Le innumerevoli forme associative in cui agisce il volontariato di matrice cattolica, rappresentativo della vitalità del mondo ecclesiale, sono soggette alla legge 266/91, meglio conosciuta come legge quadro sul volontariato. Anche se molte associazioni di volontari sono nate e si sviluppano su sollecitazione di parroci e di sacerdoti, il funzionamento dell'organizzazione associativa, regolarmente registrata, è soggetta esclusivamente alla legge quadro. Una recente proposta di riforma della legge, in particolare sulla ripartizione dei fondi messi a disposizione del settore, è attualmente oggetto di critiche da parte delle numerose organizzazioni interessate, che lamentano anche di essere state escluse da ogni forma di partecipazione al progetto di riforma.
Altri aspetti della legge 266 hanno dimostrato nel tempo la loro validità. Ed una recente sentenza del Tar del Piemonte (n.1043 del 15 aprile scorso) chiarisce le disposizioni che consentono all'associazione di poter usufruire anche di entrate derivanti da attività commerciali e produttive, purché svolte con carattere marginale. Queste attività, che non devono essere volte per un fine di lucro, del tutto incompatibile con il volontariato, sono state meglio definite da un decreto del ministero delle Finanze del 25 maggio 1995. I proventi consentiti all'organizzazione possono pervenire, ad esempio, da vendite occasionali nel corso di feste parrocchiali, anniversari ecc.; da campagne di sensibilizzazione alle finalità dell'associazione; da cessione di beni prodotti dalle persone assistite o dagli stessi volontari (sempre che la vendita sia curata direttamente); da somministrazione di alimenti e bevande nel corso di raduni, da celebrazioni ecc.; da servizi effettuati anche dietro pagamento di un compenso che non superi però il 50% del costo naturale del servizio.
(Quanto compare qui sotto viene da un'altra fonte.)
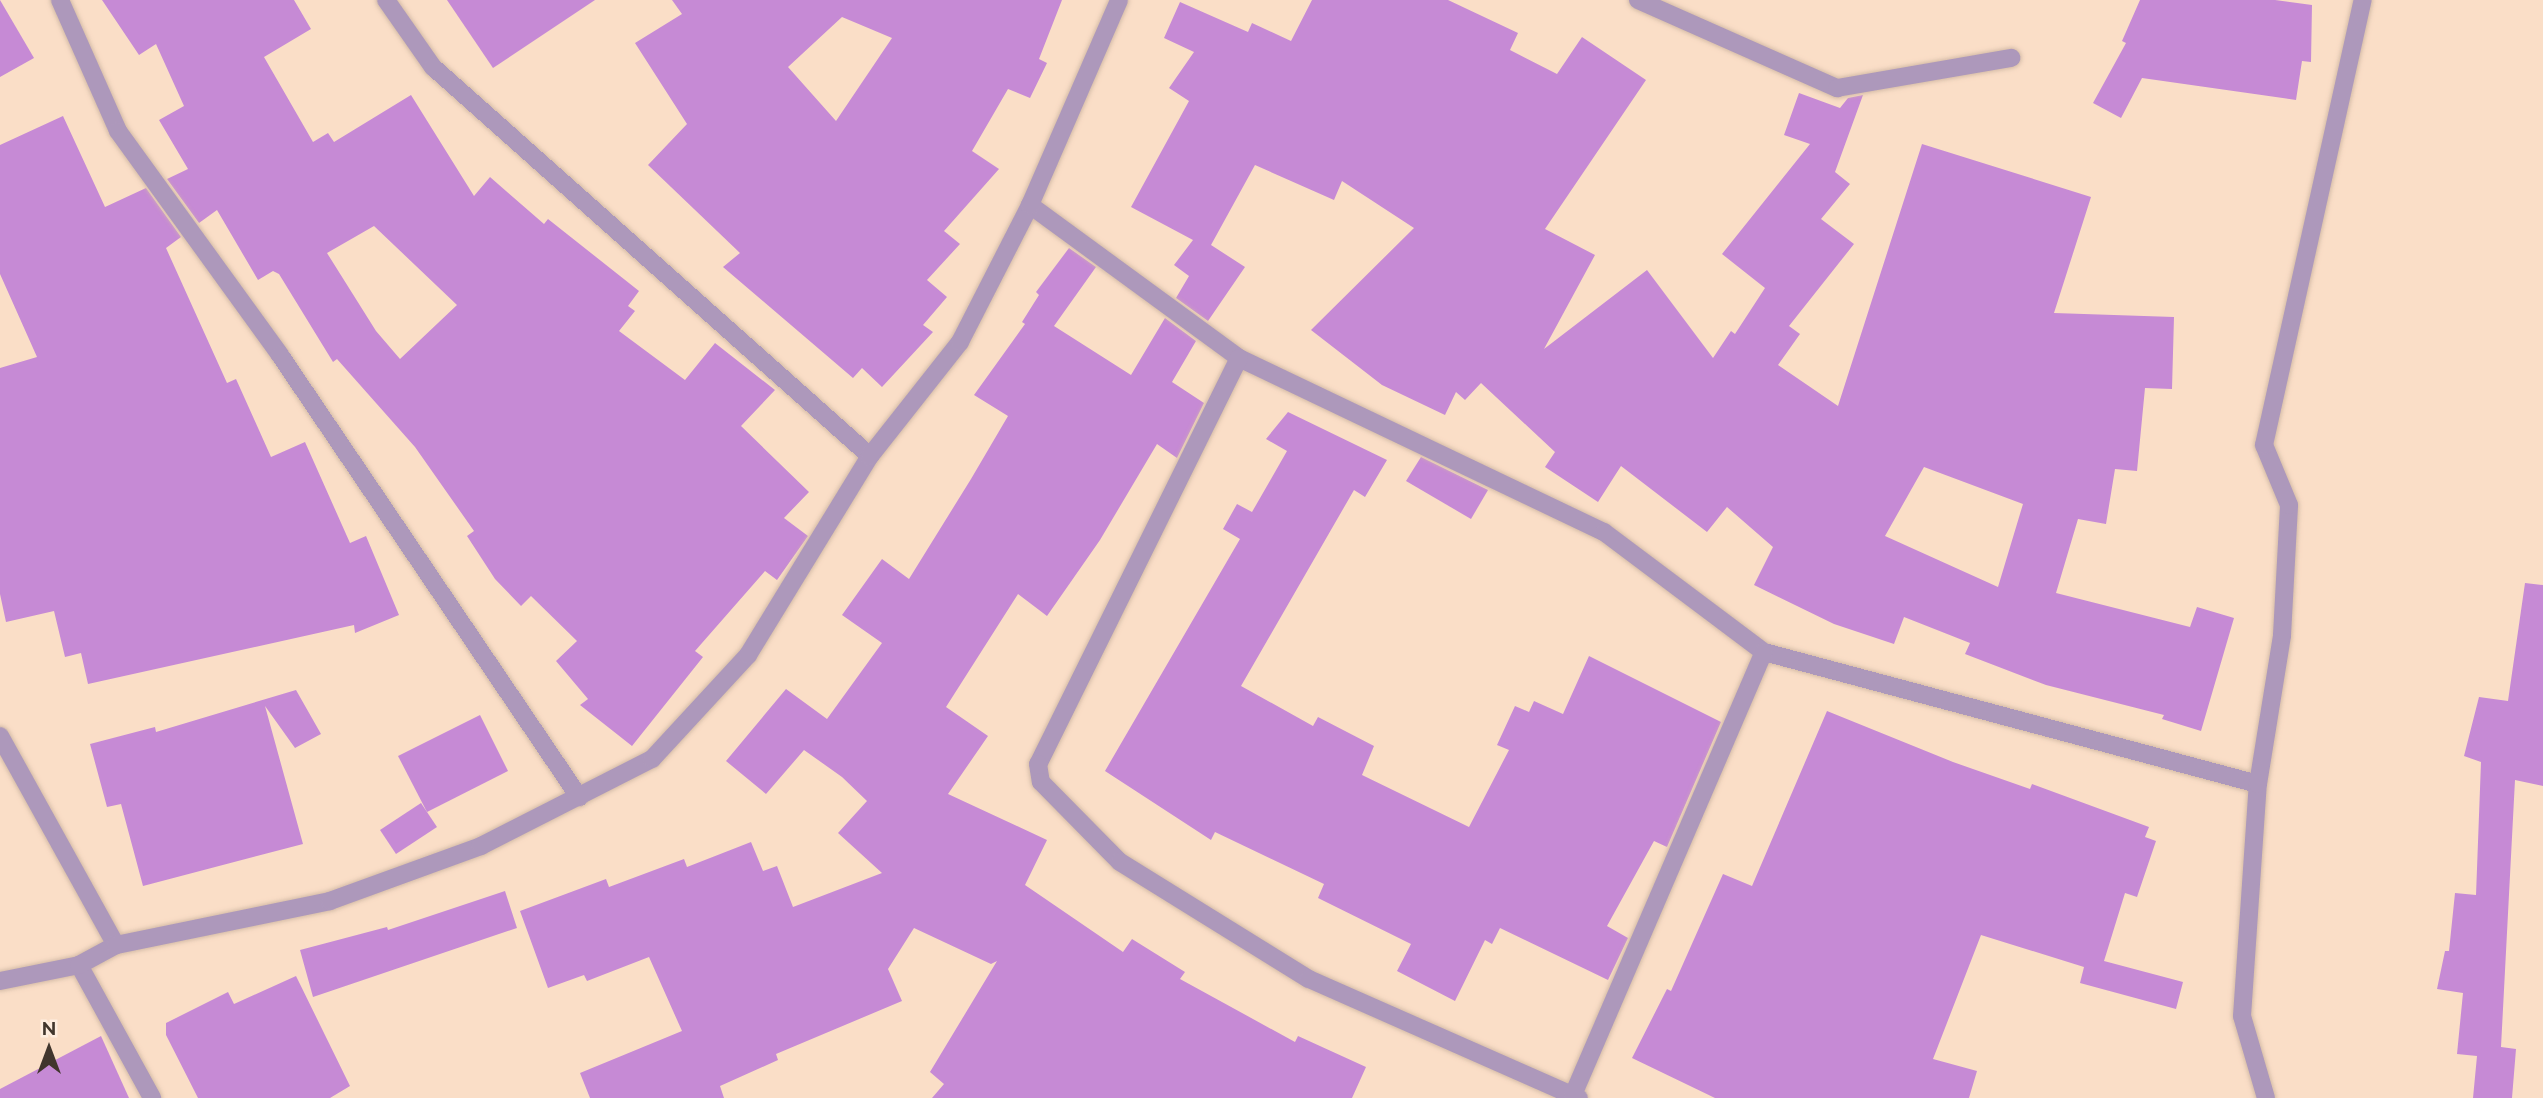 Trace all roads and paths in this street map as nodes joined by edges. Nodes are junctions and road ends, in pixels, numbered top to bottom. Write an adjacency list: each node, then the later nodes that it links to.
1 (60, 0): 13 (street)
2 (386, 0): 9 (street)
3 (1119, 0): 7 (street)
4 (1638, 0): 6 (street)
5 (2362, 0): 12 (street)
6 (2011, 58)
7 (1030, 205): 8 (street); 9 (street)
8 (1239, 358): 10 (street); 17 (street)
9 (870, 456): 13 (street)
10 (1764, 652): 12 (street); 17 (street)
11 (0, 736): 14 (street)
12 (2258, 784): 19 (street)
13 (579, 797): 14 (street)
14 (116, 945): 15 (street)
15 (79, 965): 16 (street); 18 (street)
16 (0, 981)
17 (1576, 1096)
18 (152, 1098)
19 (2266, 1098)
Se si oltrepassano le condizioni di marginalità delle iniziative commerciali, l'associazione diventa automaticamente obbligata all'iscrizione all'Inps e al versamento dei relativi contributi pensionistici. Per assicurare il carattere di marginalità non è quindi consentito l'impiego di quei mezzi e di quelle strutture professionali che sono generalmente utilizzate dalle aziende che operano sul mercato (ad esempio: la pubblicità dei prodotti, le insegne luminose, i locali attrezzati, i marchi distintivi ecc.).
Da tutte queste indicazioni prende spunto la sentenza del Tar piemontese, sul caso ad esso sottoposto, per aggiungere anche l'impossibilità per il volontariato di partecipare a «procedure di evidenza pubblica» (leggi: appalti) indette da una pubblica amministrazione. È frequente l'ipotesi di partecipazione a bandi comunali per lo svolgimento di servizi sociali sul territorio. La presenza del volontariato negli appalti pubblici altera infatti i normali parametri della libera concorrenza, tenuto conto delle numerose agevolazioni di cui gode ogni associazione di volontari.